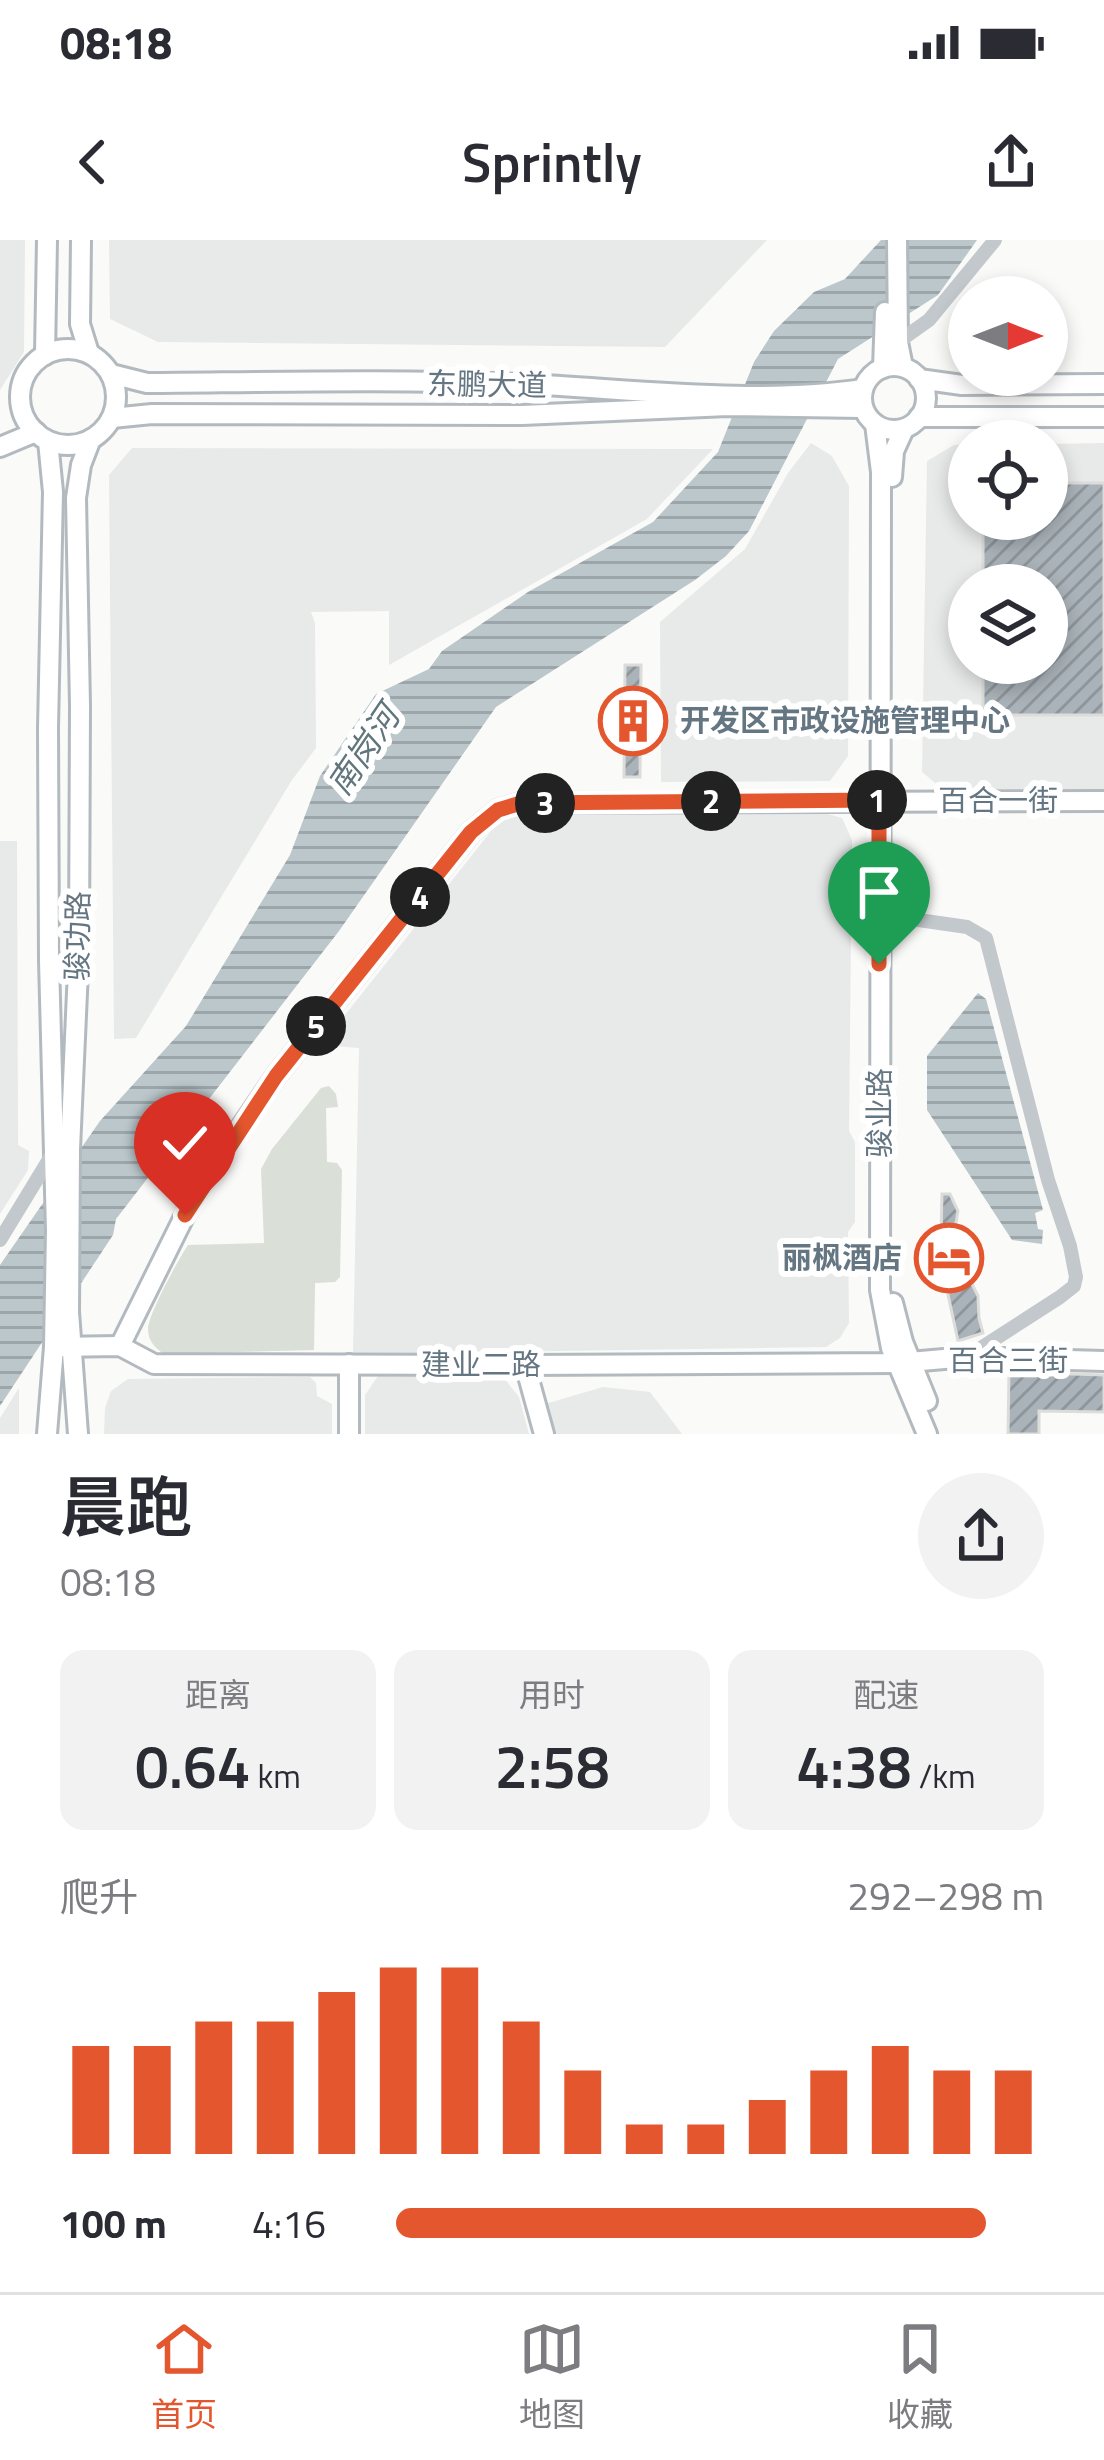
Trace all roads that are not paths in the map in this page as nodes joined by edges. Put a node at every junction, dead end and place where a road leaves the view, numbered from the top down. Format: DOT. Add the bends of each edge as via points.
graph roads {
  1 [pos="47,240"];
  2 [pos="81,240"];
  3 [pos="886,240"];
  4 [pos="897,240"];
  5 [pos="994,240"];
  6 [pos="894,336"];
  7 [pos="89,353"];
  8 [pos="45,355"];
  9 [pos="902,371"];
  10 [pos="110,374"];
  11 [pos="1104,384"];
  12 [pos="728,400"];
  13 [pos="21,406"];
  14 [pos="867,407"];
  15 [pos="0,414"];
  16 [pos="1104,417"];
  17 [pos="112,418"];
  18 [pos="912,423"];
  19 [pos="42,436"];
  20 [pos="91,439"];
  21 [pos="0,447"];
  22 [pos="885,800"];
  23 [pos="1104,801"];
  24 [pos="891,916"];
  25 [pos="63,1149"];
  26 [pos="0,1240"];
  27 [pos="120,1346"];
  28 [pos="63,1347"];
  29 [pos="967,1358"];
  30 [pos="1104,1361"];
  31 [pos="905,1363"];
  32 [pos="349,1364"];
  33 [pos="525,1365"];
  34 [pos="47,1434"];
  35 [pos="78,1434"];
  36 [pos="349,1434"];
  37 [pos="544,1434"];
  38 [pos="927,1434"];
  39 [pos="939,1434"];
  1 -- 8 [label="street"];
  2 -- 7 [label="street" via="80,324"];
  3 -- 6 [label="street"];
  4 -- 6 [label="street"];
  5 -- 6 [label="street" via="929,320"];
  6 -- 9 [label="street"];
  7 -- 8 [label="street"];
  7 -- 10 [label="street"];
  8 -- 13 [label="street" via="25,377"];
  9 -- 11 [label="street" via="962,385"];
  9 -- 14 [label="street" via="868,380"];
  9 -- 18 [label="street" via="926,398"];
  10 -- 12 [label="street, 东鹏大道" via="147,382 472,383"];
  10 -- 17 [label="street"];
  12 -- 14 [label="street, 东鹏大道"];
  12 -- 17 [label="street, 东鹏大道" via="522,415"];
  13 -- 15 [label="street"];
  13 -- 19 [label="street"];
  14 -- 18 [label="street" via="884,429"];
  14 -- 22 [label="street, 骏业路" via="881,472"];
  16 -- 18 [label="street"];
  17 -- 20 [label="street"];
  18 -- 22 [label="street, 骏业路" via="895,451 892,476"];
  19 -- 20 [label="street" via="62,445"];
  19 -- 21 [label="street"];
  19 -- 25 [label="street, 骏功路" via="53,492 49,959"];
  20 -- 25 [label="street, 骏功路" via="76,498 79,948"];
  22 -- 23 [label="street, 百合一街"];
  22 -- 24 [label="street, 骏业路"];
  22 -- 27 [label="street, 百合一街" via="521,803 482,821 276,1076 185,1215"];
  22 -- 31 [label="street, 骏业路" via="880,1290 886,1330"];
  24 -- 29 [label="street" via="967,927 986,938 1074,1266 1074,1286"];
  24 -- 31 [label="street, 骏业路" via="892,1282"];
  25 -- 26 [label="street"];
  25 -- 28 [label="street, 骏功路"];
  27 -- 28 [label="street, 建业二路"];
  27 -- 32 [label="street, 建业二路" via="154,1364"];
  28 -- 34 [label="street, 骏功路"];
  28 -- 35 [label="street, 骏功路"];
  29 -- 30 [label="street, 百合三街"];
  29 -- 31 [label="street, 百合三街"];
  31 -- 33 [label="street, 建业二路"];
  31 -- 38 [label="street, 骏业路"];
  31 -- 39 [label="street, 骏业路"];
  32 -- 33 [label="street, 建业二路"];
  32 -- 36 [label="street"];
  33 -- 37 [label="street"];
}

____

▸ **Your assignment**
Search the data above for the word "百合三街". Copy each line it is in.

▸ **Output for this exercise**
  29 -- 30 [label="street, 百合三街"];
  29 -- 31 [label="street, 百合三街"];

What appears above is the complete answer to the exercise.